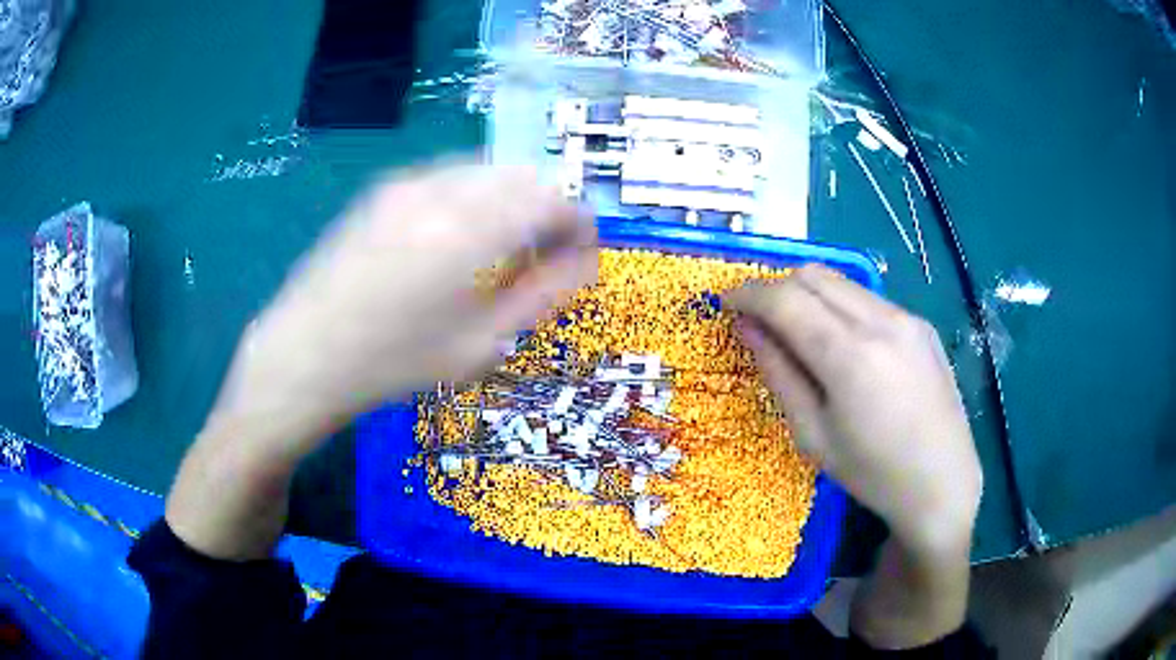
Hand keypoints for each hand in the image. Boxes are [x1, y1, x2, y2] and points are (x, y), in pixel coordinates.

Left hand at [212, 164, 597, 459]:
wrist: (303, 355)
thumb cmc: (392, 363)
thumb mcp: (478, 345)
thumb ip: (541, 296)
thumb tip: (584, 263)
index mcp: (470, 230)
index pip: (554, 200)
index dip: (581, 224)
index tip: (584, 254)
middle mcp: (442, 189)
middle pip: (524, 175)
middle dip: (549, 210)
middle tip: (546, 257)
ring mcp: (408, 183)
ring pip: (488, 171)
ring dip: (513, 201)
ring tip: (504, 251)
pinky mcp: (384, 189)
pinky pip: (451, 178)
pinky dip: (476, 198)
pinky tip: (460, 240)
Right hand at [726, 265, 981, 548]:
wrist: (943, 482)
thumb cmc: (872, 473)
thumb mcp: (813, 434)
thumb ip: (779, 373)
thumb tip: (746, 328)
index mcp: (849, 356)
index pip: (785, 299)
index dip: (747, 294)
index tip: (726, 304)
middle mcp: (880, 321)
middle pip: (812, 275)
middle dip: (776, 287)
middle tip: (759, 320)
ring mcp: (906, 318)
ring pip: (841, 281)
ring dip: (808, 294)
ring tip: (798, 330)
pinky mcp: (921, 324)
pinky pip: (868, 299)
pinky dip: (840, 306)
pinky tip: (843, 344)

==*==

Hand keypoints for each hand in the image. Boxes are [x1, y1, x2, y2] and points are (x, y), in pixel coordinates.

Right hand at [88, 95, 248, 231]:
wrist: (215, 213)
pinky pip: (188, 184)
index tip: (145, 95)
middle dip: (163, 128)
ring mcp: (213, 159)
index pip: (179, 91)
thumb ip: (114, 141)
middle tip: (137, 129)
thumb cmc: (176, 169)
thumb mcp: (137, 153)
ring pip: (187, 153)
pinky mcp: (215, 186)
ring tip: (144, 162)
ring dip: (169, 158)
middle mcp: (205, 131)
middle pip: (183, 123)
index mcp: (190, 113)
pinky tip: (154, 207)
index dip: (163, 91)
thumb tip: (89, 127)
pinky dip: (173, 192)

==*==

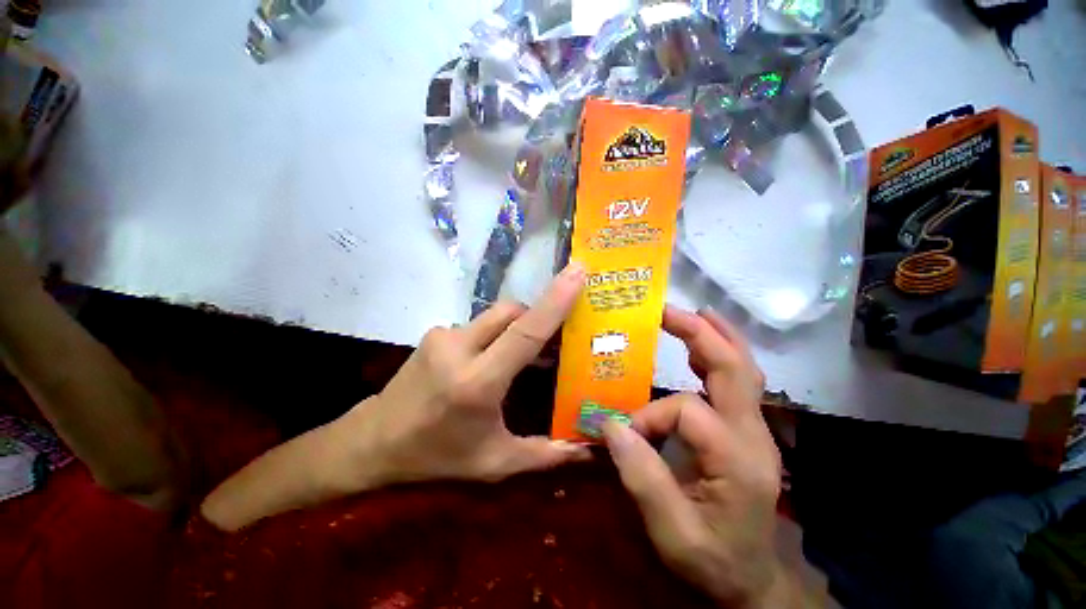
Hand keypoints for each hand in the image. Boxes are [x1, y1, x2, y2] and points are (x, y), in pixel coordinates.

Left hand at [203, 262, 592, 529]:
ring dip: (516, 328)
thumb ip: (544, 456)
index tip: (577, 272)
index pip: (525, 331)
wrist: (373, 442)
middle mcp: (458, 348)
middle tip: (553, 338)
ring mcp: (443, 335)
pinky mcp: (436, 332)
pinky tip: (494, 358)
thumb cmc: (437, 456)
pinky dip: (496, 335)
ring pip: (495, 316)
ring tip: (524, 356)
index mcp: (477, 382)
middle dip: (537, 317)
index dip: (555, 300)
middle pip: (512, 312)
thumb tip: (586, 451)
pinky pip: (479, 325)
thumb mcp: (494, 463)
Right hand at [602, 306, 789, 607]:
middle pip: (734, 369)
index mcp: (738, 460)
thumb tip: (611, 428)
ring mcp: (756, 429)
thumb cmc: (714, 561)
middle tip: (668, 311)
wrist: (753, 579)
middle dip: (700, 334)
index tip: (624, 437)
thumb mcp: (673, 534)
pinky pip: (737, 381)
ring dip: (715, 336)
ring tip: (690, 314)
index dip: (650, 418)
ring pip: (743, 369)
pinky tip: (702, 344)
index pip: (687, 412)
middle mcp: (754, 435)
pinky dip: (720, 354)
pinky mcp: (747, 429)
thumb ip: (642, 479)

==*==

#### [Task to carry out]
Across the entries, each line containing the word "Right" is to be counted once; the total alone is to be given.

#### [Answer to this task]
3